For Alan Valdez, it offered a shot at redemption. A fifty-five-year-old Wall Street trader, Alan had tried to climb Kilimanjaro in 1980 but ignored the warning of “pole, pole” (pronounced “poh-lay, poh-lay,” it means “slowly, slowly” in Swahili) and tried to reach the summit in a mere three days. Suffering from altitude sickness at 16,000 feet, he’d had to retreat to lower elevations.

For Kay Foster, Kilimanjaro represented a new lease on life. A sophisticated older woman who lives on Beekman Place, Kay had admitted to me privately that she had not emerged from the funk that had engulfed her ever since her husband had passed away several years earlier. The idea of climbing Africa’s highest mountain seemed to light a fire inside her.

As we set off for Tanzania, Kilimanjaro had unexpectedly become a metaphor for me, too. Bedridden with the flu for three weeks prior to departure, for the first time in my life I had serious doubts about my own ability to lead a climb. Kili would be a test with the outcome very much in question.

After two days of rest and acclimatization in Arusha, a village at the foot of Kilimanjaro, we headed to the Machame Gate (at 5,900 feet), where we would begin the climb. We could see Kilimanjaro rising majestically out of the African plain, a sight unmatched anywhere on the globe because Kili is not part of a mountain range: it is the highest freestanding mountain in the world.

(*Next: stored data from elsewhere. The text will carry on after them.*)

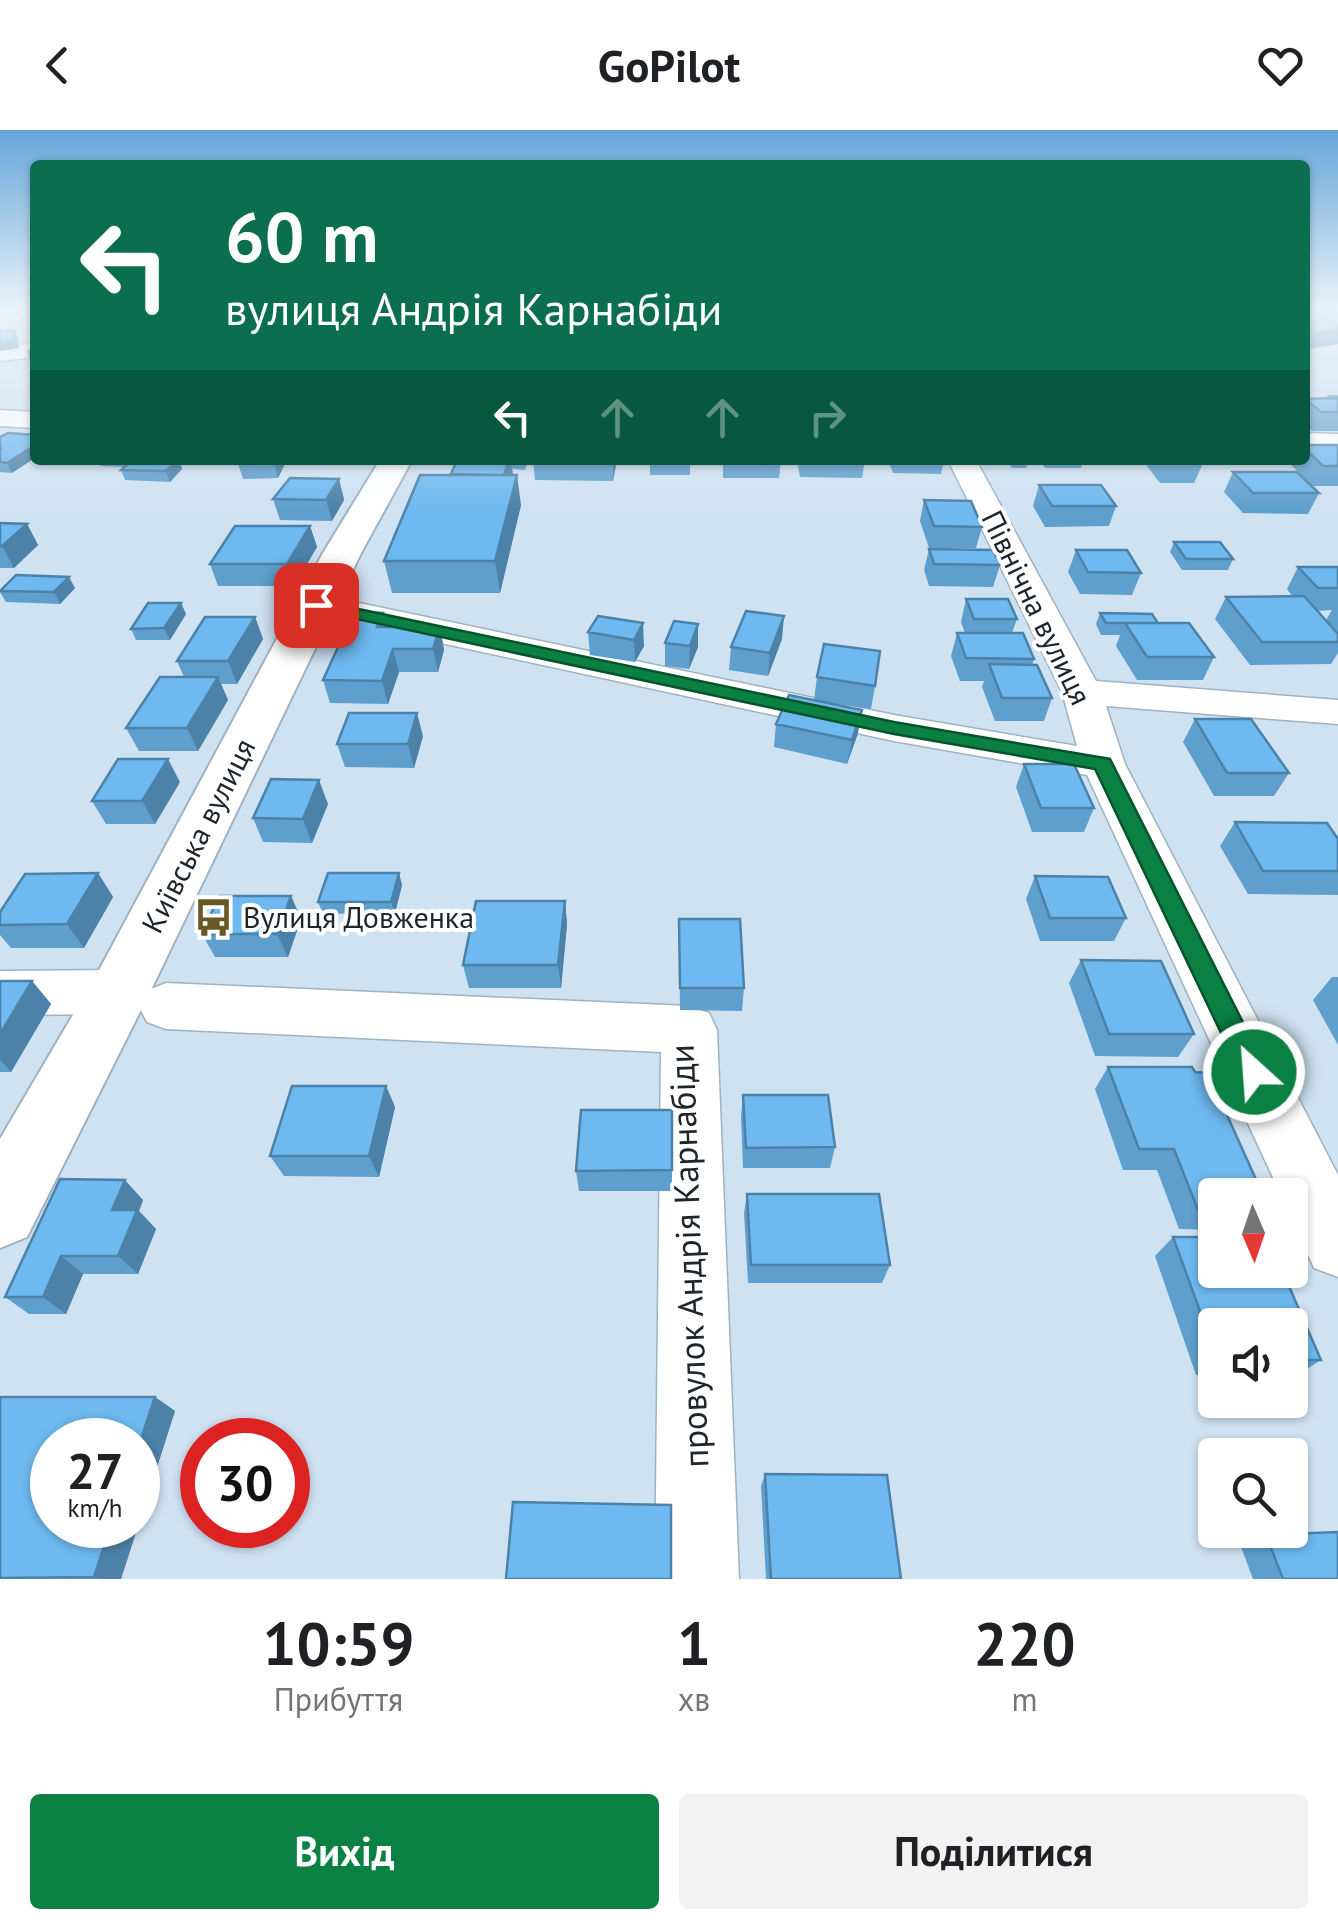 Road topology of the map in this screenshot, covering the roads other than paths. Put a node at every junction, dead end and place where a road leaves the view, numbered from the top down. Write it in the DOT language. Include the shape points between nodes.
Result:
graph roads {
  1 [pos="0,418"];
  2 [pos="30,420"];
  3 [pos="1310,442"];
  4 [pos="1338,442"];
  5 [pos="393,465"];
  6 [pos="965,465"];
  7 [pos="316,605"];
  8 [pos="1082,692"];
  9 [pos="1338,712"];
  10 [pos="1103,764"];
  11 [pos="0,993"];
  12 [pos="142,999"];
  13 [pos="0,1211"];
  14 [pos="1338,1244"];
  15 [pos="698,1579"];
  1 -- 2 [label="street"];
  3 -- 4 [label="street"];
  5 -- 7 [label="main road, Київська вулиця"];
  6 -- 8 [label="street, Північна вулиця"];
  7 -- 10 [label="street" via="894,728"];
  7 -- 12 [label="main road, Київська вулиця"];
  8 -- 9 [label="street"];
  8 -- 10 [label="street, Північна вулиця"];
  10 -- 14 [label="street, Північна вулиця"];
  11 -- 12 [label="street"];
  12 -- 13 [label="main road, Київська вулиця"];
  12 -- 15 [label="street, провулок Андрія Карнабіди" via="690,1030"];
}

A tropical rainforest circles Kilimanjaro at its base, so for most of our first day we hiked under a canopy of high trees, moss-coated vines and ferns. The calls of the colobus monkeys that make the forest their home filled the air. After nine hours, we emerged from the rain forest into a dryer, savannah-like part of the mountain, where we made camp for the night, just below 10,000 feet. Waiting for dinner in our small mess tent, everyone looked exhausted. Kay arrived much later than the others, looking pale and very weak. Privately, Keech and I worried that she would never be able to reach the summit.

Dinner was served and we devoured the high carbohydrate meal of rice, pasta, bread, chicken and vegetables (typically hikers burn 3,500 to 10,000 calories per day). As we ate, we shared stories of turning points in ours lives, past romances and earlier memorable journeys.

We awoke the next morning before sunrise to a frigid chill in the air and set out on the next leg of our journey. Trekking through heath and moorland, our goal was Shira Camp, located on a spectacular high ridge at 12,600 feet. But a lightning storm suddenly materialized and we were showered with hail that soon turned to frozen rain. Rivers of water were splashing down the trail at our feet.

We slogged our way up, getting soaked and muddy in the process. There was little relief when we reached Shira – our tents seemed precariously placed on the ground and the porters (led by our guide, Jonas Rutta) feverishly dug drainage trenches to route the water away. As we huddled in the mess tent for dinner, everyone looked worried.

We awoke to find the sun shining. Our relief was palpable, because ahead of us lay a difficult day; we would hike across the high desert to 15,000 feet, then descend to Barranco Camp at 12,750 feet. This would allow our bodies to acclimatize to the higher elevation before we made our push to the summit.

As we set out that morning, we experienced the wrath of Kili’s fast-changing weather as the sunshine turned to rain, slowing our pace and wreaking havoc on our fragile emotions. Descending to Barranco, we saw a thunderstorm of frightening proportions up on the summit--a grim coda to a day that had been physically and emotionally exhausting.

Keech seemed to be doing well – she had experienced no physical difficulties so far, and I watched with amusement as she taught the porters how to properly toss a Nerf football. Alan appeared strong and relaxed because he had learned “pole, pole” as his mountain mantra. Kay, on the other hand, though a dogged optimist, had been struggling. The climb was taking an unmistakable physical toll on her. And the most difficult part was still ahead.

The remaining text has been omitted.